Bob Angone, Austin, Texas

Drinking GOP’s Kool-Aid

As I read about people who threaten to leave their jobs because they are mandated to get a vaccine against COVID-19, I thought about my experience. “Anytime you’re ready,” I told the nurse. “It’s already done,” she said. I didn’t even feel the needle go in. And I experienced no side effects that day or the following day. The only thing I “suffered” from my vaccination was the 20-minute drive to and from my appointment, and the one minute sitting in a chair.

For that, people will throw away their jobs. And why? “Personal freedom,” they loudly chant. You have to ask, “Why do you always use your seat belt or wear a heavy coat in the frigid winter?” They may respond, “I don’t want to die.” It would be proper to point out that is exactly why they need the shot — but I’d advise saying it from a distance.

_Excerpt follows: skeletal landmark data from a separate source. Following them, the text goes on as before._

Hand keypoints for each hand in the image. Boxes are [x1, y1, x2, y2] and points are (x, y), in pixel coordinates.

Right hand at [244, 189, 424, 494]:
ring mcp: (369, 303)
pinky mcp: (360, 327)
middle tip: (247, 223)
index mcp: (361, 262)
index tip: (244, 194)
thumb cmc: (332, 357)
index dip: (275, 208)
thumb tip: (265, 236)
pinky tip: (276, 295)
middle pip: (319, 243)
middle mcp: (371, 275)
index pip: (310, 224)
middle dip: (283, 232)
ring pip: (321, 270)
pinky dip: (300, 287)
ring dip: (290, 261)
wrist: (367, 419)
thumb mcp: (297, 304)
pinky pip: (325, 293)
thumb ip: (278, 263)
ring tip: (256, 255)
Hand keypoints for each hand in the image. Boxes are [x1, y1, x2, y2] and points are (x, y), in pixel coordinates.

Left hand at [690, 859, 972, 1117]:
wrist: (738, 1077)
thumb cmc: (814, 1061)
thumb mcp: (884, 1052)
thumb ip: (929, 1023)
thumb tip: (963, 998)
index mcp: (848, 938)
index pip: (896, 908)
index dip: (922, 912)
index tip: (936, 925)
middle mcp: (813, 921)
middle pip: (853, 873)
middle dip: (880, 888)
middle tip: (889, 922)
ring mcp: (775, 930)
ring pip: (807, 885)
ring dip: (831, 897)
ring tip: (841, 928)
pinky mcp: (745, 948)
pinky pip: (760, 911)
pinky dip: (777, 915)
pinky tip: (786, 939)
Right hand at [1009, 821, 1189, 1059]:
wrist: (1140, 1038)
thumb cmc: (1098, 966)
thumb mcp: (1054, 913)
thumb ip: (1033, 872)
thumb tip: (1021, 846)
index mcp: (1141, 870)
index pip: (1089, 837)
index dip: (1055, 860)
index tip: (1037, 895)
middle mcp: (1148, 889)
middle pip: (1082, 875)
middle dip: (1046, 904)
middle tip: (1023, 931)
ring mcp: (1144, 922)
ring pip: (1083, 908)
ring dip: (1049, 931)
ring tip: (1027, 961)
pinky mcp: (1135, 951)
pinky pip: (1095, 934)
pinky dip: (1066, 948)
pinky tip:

There is no mystery as to why people are citing “personal freedom” for not getting the vaccine: The Republicans ginned up this just to torpedo President Joe Biden’s effort to defeat the virus, solely for political gain, and thousands of gullible people have bought this despite the reality that they are endangering their lives.

For the Republicans, political power is more important than human life. Knowing where their true motivations lie, can we ever feel secure in allowing this group to control the direction of our country?